# Surgical pathology CPT for toe nail specimen



## viji (Dec 18, 2008)

Dear coders,

I enountered a report with specimen "Toenail clippings". 

The gross description reads "Mulitple pieces of white / tan toenail clippings, 0.6 - 0.8 cm. Sunmitted representative tissue in a single cassette.

The diagnosis summary reads "Toe Biopsy, Nail - Onychomycosis".

I donot see the listing of nail in any of the surigical pathology CPT levels.

What is the appropriate CPT for the nail specimen? Is it 88302 or 88304  ?

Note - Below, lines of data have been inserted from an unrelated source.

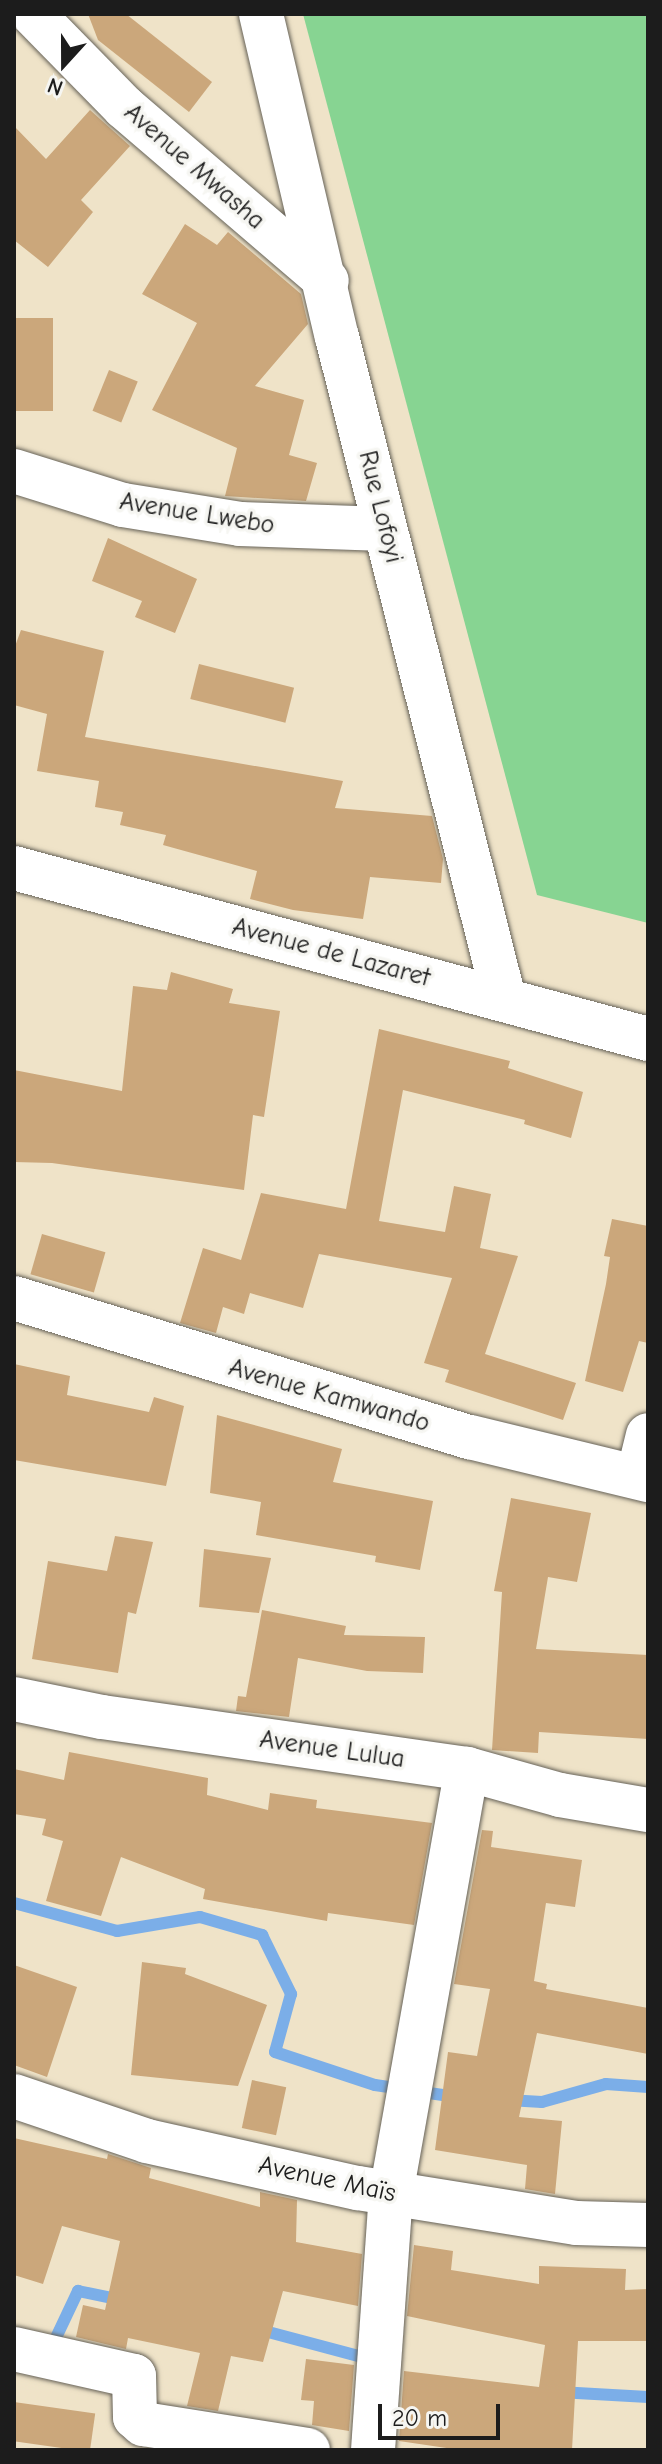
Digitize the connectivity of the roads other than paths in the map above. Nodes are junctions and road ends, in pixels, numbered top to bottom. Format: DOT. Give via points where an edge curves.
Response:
graph roads {
  1 [pos="33,14"];
  2 [pos="261,14"];
  3 [pos="327,281"];
  4 [pos="14,471"];
  5 [pos="385,529"];
  6 [pos="14,868"];
  7 [pos="504,999"];
  8 [pos="648,1039"];
  9 [pos="14,1298"];
  10 [pos="648,1435"];
  11 [pos="643,1478"];
  12 [pos="14,1699"];
  13 [pos="467,1769"];
  14 [pos="648,1810"];
  15 [pos="14,2096"];
  16 [pos="391,2194"];
  17 [pos="648,2225"];
  18 [pos="14,2349"];
  19 [pos="168,2440"];
  20 [pos="308,2450"];
  21 [pos="373,2450"];
  1 -- 3 [label="street, Avenue Mwasha" via="124,107"];
  2 -- 3 [label="street, Rue Lofoyi"];
  3 -- 5 [label="street, Rue Lofoyi"];
  4 -- 5 [label="street, Avenue Lwebo" via="123,505 240,524"];
  5 -- 7 [label="street, Rue Lofoyi"];
  6 -- 7 [label="street, Avenue de Lazaret"];
  7 -- 8 [label="street, Avenue de Lazaret"];
  9 -- 11 [label="street, Avenue Kamwando" via="455,1433"];
  10 -- 11 [label="street"];
  12 -- 13 [label="street, Avenue Lulua" via="102,1717"];
  13 -- 14 [label="street, Avenue Lulua" via="560,1795"];
  13 -- 16 [label="street"];
  15 -- 16 [label="street, Avenue Maïs" via="147,2141"];
  16 -- 17 [label="street, Avenue Maïs" via="576,2223"];
  16 -- 21 [label="street"];
  18 -- 19 [label="street" via="134,2376 138,2421"];
  19 -- 20 [label="street"];
}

Kindly provide your valuable suggestions.

Thanks


----------



## tomtom2 (Dec 18, 2008)

I have seen this coded as 88302, 88304 and 88305 by different (so called expert) coders. But I would use 88304 because this is a biopsy and stains are usually ordered for fungus. Which my doctors and I feel this is more work than the usual 88302 specimen.

Thanks,

FYI -  We have a new Pathology forum. So lets use it!


----------



## viji (Dec 19, 2008)

Thank you Tom for your reply 

Can you please share the pathology forum site with me.


----------



## tomtom2 (Dec 19, 2008)

The new path/lab forum is here at aapc.com. Instead of going to Medical Coding/General Discussion; go to Medical Coding/Pathology. Also the pathology forum at coding911.com has been a great resource for me. But you have to be a subscriber to the Coding Institute to join.


----------